With an impulse which he could not govern he reached out suddenly and took her hands in his and pressed them against his heart. The pounding of that heart was noticeable through her hands into his.

But he did not speak--he could not.

But he had no need. He could have said nothing that would have cleared the situation, would have told himself or her what was in that pounding heart of his--for to save his life he did not know.

And Tharon frowned in the darkness and drew her hands from under those pressing ones.

"Mr. Kenset," she said steadily, "you're always tryin' to make me weak, to break me down with words an' looks an' touches. These hands o' yours,--_d.a.m.n 'em_, they _do_ make me weak! Don't put 'em on me again!"

And with a sudden, sharp savagery she struck his hands off his breast, whirled away in the darkness and was gone.

CHAPTER IX

SIGNAL FIRES IN THE VALLEY

Kenset, two days later, gave Sam Drake a check for five hundred dollars and a letter, unpostmarked but sealed with tape and wax.

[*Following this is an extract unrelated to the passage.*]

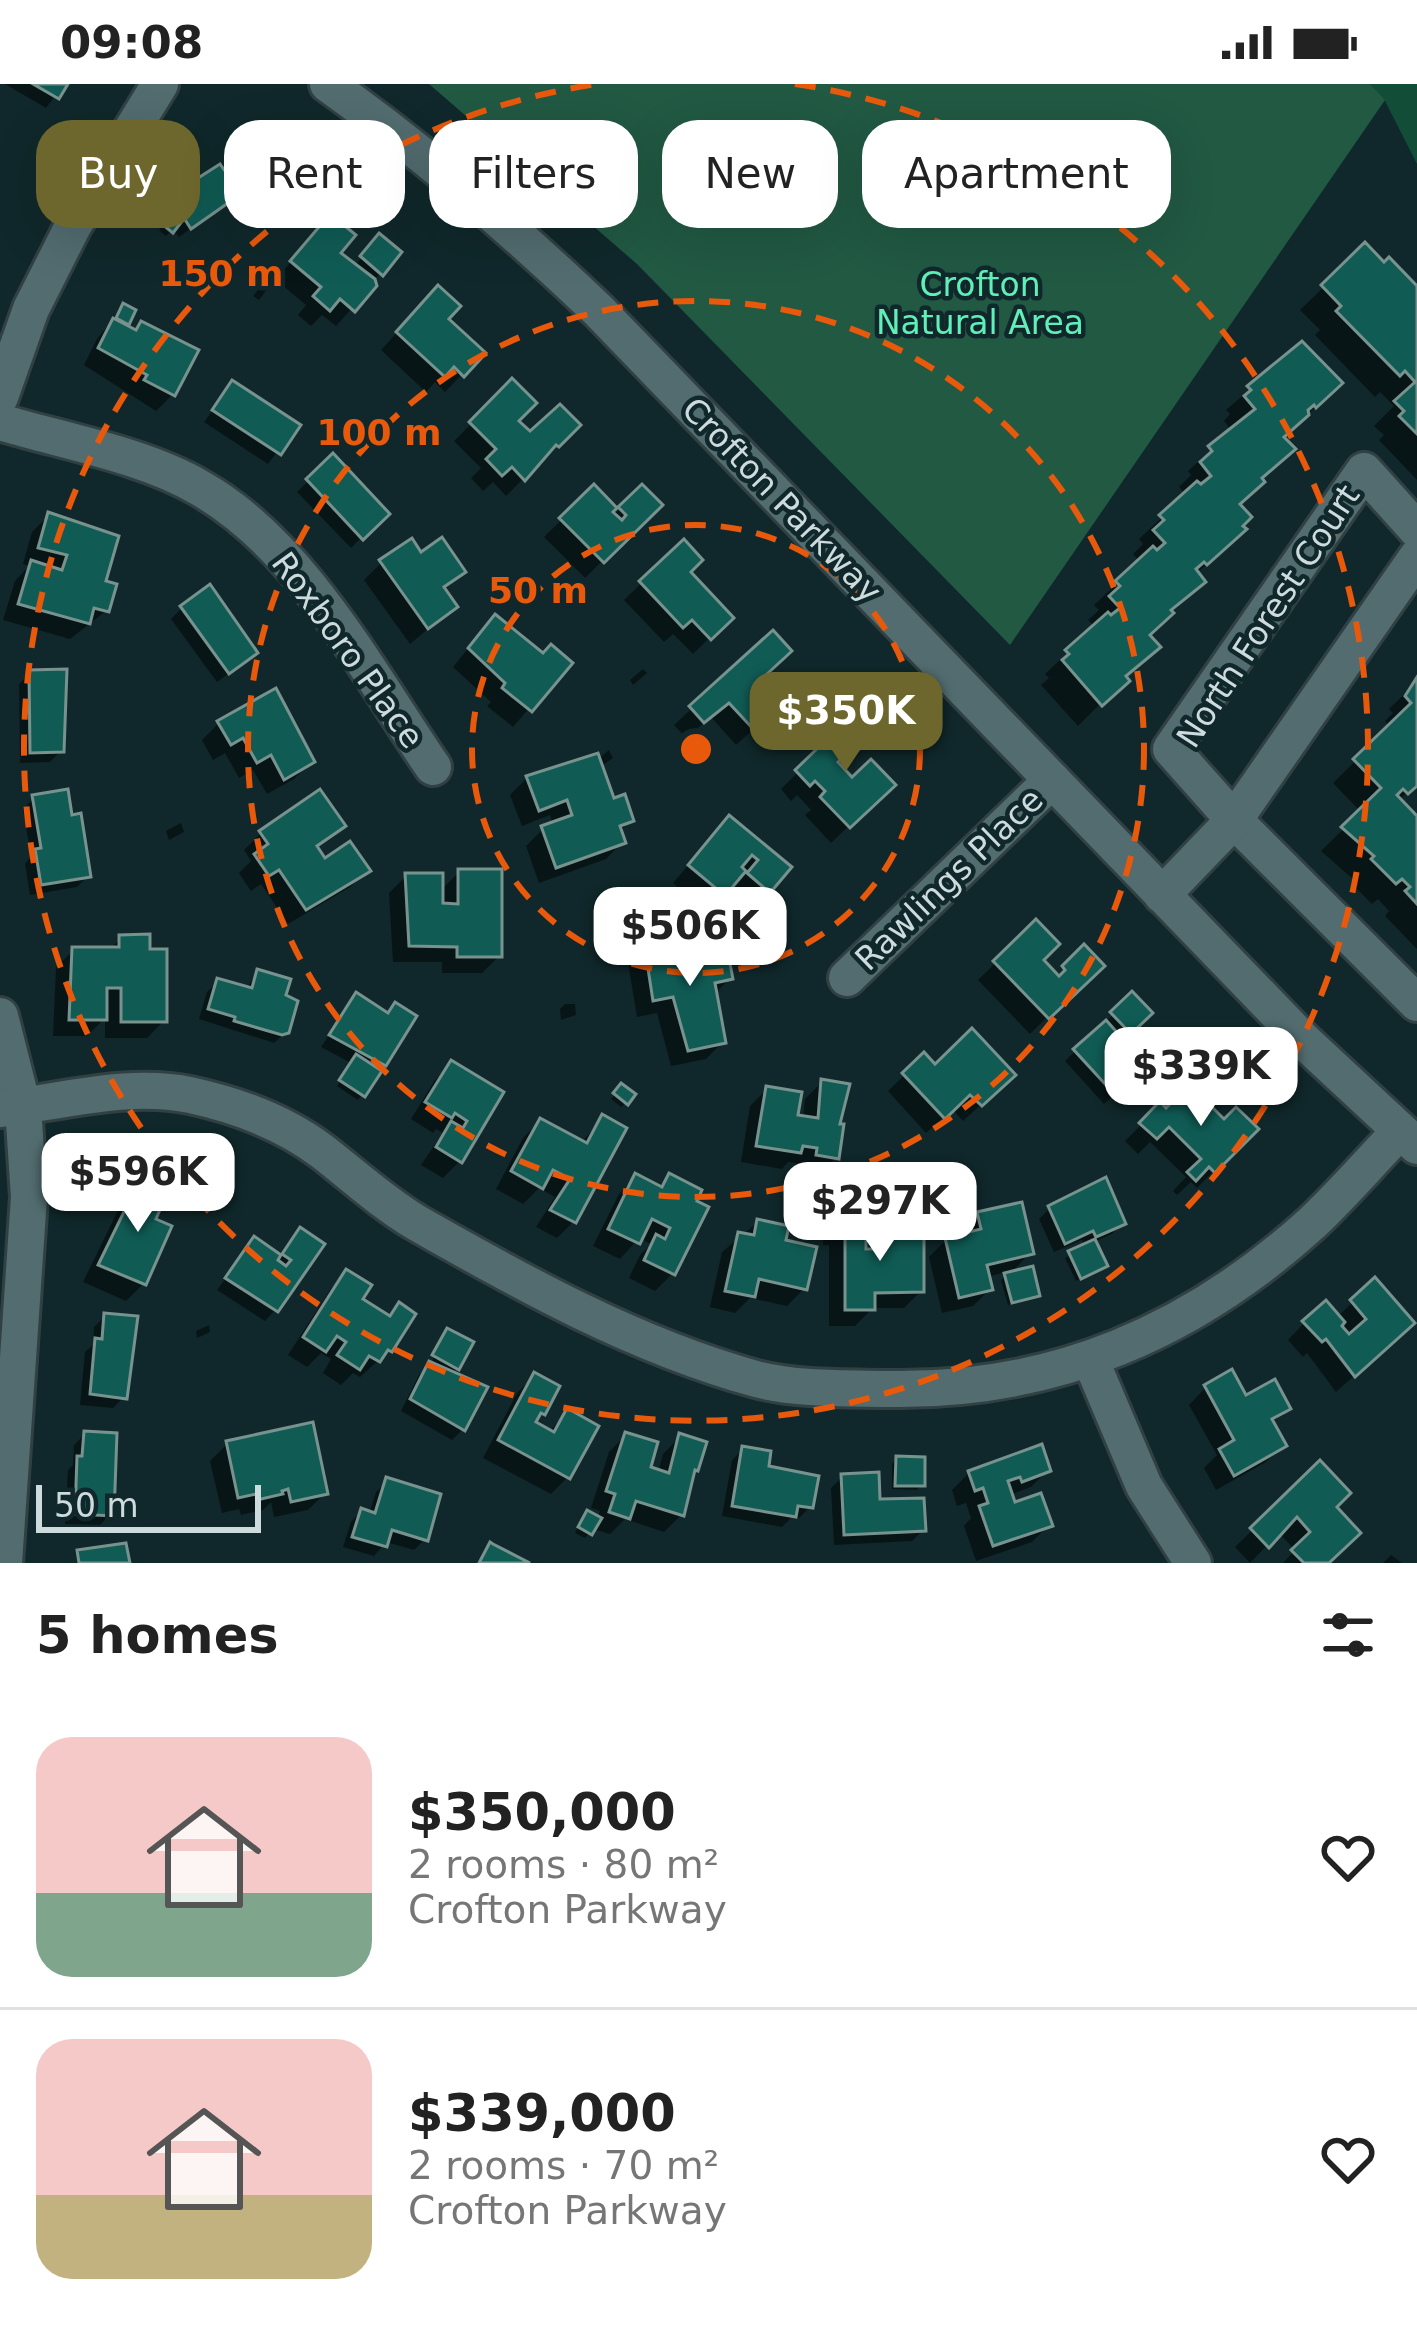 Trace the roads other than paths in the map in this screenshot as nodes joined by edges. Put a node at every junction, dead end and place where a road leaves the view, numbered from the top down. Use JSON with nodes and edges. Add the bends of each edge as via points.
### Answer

Drake, who owned some half-breed Ironwoods, rode the best one down the Wall.

Kenset had cautioned him not to talk before he left--he feared Drake's propensity for speech. But he was the only man in Lost Valley whom he felt he could approach.

With the courier's departure he rode back to the Holding and told Tharon and Conford what he had done.

"These men are the best to be had," he said, "and they will go anywhere on earth for money."

But Tharon frowned and struck a fist into a soft palm.

"What you mean?" she cried, "by takin' my work out of my hands like this? I won't have it! I won't wait!"

"What I meant when I caught your bridle that day in the glade,"

answered the man, "to stop you from bloodshed."

Then he went back to his cabin and his interrupted work and set himself to wait in patience for the return of Drake.

But in Lost Valley a leaven was rising. It had begun insidiously to work with the appearance of Kenset in Tharon's band at Courtrey's doorstep. It burst up like a mushroom with a chance remark made by Lola of the Golden Cloud--Lola, who had seen, since that night in spring when Tharon Last stood in the door and promised to "get" her father's killer, that Courtrey was slipping from her. A woman like Lola is hard to deceive.

Much experience had taught her to feel the change of winds in the matter of allegiance.